Tazeen Qayyum and Fasial Anwar are visual artists based in Toronto, Canada. They are a couple who graduated from Lahore’s NCA. Qayyum is a miniature graduate and Faisal is a designer. Both have their individual trajectory in terms of their practice.
Qayyum’s work is mainly conceptually driven. It is “socially engaging and critically examines the relationships between art and observation” in her lived experience. Prior to moving to Canada, her work revolved around “personal narratives” and “social commentary on women’s issues and struggles.” Upon arrival in Canada, Qayyum explains that her work now “draws on complex issues of belonging and displacement within a sociopolitical and religious context. My art has now become a way for me to navigate my identity and beliefs living in the diaspora.”
In a work titled ‘Our Bodies Our Gardens’ Qayyum “examined the challenges and everyday struggle of a universal woman” and the feeling that “the scale and location may differ yet the struggle is familiar.”
The common household pest, the much detested cockroach, is a character in Qayyum’s iconography. For her it reflects the worthlessness of human life in a world of violence and the resilience to survive – attributable to the lowly cockroach. It evolves into a geometric pattern in many of Qayyum’s works and for the artist it is a symbol. She notes: “I take pleasure in combining beauty with the grotesque and discomfort with humour.” Qayyum has used drawing, installation, sculpture, video and performances in her practice – including her performance at the Karachi Biennale in which she sits on the floor and does calligraphy in circular patterns.

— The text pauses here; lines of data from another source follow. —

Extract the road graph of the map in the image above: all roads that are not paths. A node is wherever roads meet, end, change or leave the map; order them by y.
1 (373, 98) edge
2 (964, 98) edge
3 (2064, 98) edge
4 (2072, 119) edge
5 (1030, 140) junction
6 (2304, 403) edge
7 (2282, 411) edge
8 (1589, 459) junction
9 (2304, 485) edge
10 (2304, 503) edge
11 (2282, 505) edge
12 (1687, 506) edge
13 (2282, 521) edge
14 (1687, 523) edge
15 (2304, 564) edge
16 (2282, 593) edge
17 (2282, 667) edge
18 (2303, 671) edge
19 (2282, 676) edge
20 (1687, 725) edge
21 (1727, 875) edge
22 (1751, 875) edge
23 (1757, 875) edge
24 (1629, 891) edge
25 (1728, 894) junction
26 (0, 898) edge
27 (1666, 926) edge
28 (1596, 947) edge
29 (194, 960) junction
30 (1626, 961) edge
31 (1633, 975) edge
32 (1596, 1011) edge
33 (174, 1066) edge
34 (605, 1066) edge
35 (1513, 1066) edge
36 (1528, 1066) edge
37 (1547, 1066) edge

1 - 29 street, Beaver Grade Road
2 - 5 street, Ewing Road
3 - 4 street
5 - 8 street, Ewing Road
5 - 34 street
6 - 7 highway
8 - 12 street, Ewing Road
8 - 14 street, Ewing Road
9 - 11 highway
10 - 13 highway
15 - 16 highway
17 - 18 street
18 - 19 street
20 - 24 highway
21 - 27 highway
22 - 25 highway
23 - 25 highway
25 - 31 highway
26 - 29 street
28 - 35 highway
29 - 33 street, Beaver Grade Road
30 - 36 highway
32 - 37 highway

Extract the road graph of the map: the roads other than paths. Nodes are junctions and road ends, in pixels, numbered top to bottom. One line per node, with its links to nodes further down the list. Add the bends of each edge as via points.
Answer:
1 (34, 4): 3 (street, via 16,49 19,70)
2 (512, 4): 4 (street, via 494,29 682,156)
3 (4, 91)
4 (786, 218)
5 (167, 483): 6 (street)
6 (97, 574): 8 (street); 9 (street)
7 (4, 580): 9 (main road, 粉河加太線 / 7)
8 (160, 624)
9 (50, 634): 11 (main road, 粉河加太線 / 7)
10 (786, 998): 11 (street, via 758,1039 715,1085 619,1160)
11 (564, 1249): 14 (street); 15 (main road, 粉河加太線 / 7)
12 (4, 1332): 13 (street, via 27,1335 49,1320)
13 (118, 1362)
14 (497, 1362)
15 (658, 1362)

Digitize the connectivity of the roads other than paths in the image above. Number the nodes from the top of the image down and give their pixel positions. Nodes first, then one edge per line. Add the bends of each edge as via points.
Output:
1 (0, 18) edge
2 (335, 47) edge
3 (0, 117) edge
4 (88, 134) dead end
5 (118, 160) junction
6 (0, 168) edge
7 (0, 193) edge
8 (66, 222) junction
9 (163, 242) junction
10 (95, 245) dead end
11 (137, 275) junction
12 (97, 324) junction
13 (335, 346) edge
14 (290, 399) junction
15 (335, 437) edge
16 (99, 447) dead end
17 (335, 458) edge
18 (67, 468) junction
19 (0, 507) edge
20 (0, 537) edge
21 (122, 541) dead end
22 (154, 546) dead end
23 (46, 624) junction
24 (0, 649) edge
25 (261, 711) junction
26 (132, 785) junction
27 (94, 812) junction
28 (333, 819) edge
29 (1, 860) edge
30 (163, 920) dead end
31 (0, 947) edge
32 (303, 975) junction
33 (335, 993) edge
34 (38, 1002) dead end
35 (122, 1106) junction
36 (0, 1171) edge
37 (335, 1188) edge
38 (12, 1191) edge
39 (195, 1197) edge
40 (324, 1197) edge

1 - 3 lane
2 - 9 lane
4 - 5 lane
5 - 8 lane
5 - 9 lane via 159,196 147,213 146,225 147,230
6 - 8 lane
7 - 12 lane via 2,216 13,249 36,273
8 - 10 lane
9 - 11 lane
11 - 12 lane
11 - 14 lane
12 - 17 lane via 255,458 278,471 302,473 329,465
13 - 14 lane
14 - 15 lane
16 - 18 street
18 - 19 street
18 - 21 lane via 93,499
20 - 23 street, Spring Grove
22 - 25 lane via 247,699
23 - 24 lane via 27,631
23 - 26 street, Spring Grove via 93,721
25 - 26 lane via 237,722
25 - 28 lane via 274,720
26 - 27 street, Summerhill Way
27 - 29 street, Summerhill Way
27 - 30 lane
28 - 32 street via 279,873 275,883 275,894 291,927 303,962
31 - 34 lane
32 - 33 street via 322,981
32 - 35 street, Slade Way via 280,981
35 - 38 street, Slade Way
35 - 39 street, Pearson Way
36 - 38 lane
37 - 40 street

Faisal Anwar is originally a graphic designer and his artistic career as a visual artist in new media and technology has evolved whilst living abroad. He began with studies and residences including a project at the CFC media lab on “kinetic animation for kids.” His interest in time zones, architectural spaces and the narratives surrounding them has resulted in some fairly interesting projects. Anwar says that “today we live in an environment where our cities talk in data. We are recording and editing our present and documenting history in real-time.” This keenly interests him and is, as such, reflected in his work.
Anwar believes that his themes and concerns are global and fluid but can be adapted to any city. In his recent project for the Karachi Biennale titled ‘I See my Streets: Karachi,’ he has provided a “new visual metaphor for thinking about the city, through the eyes of its young inhabitants.”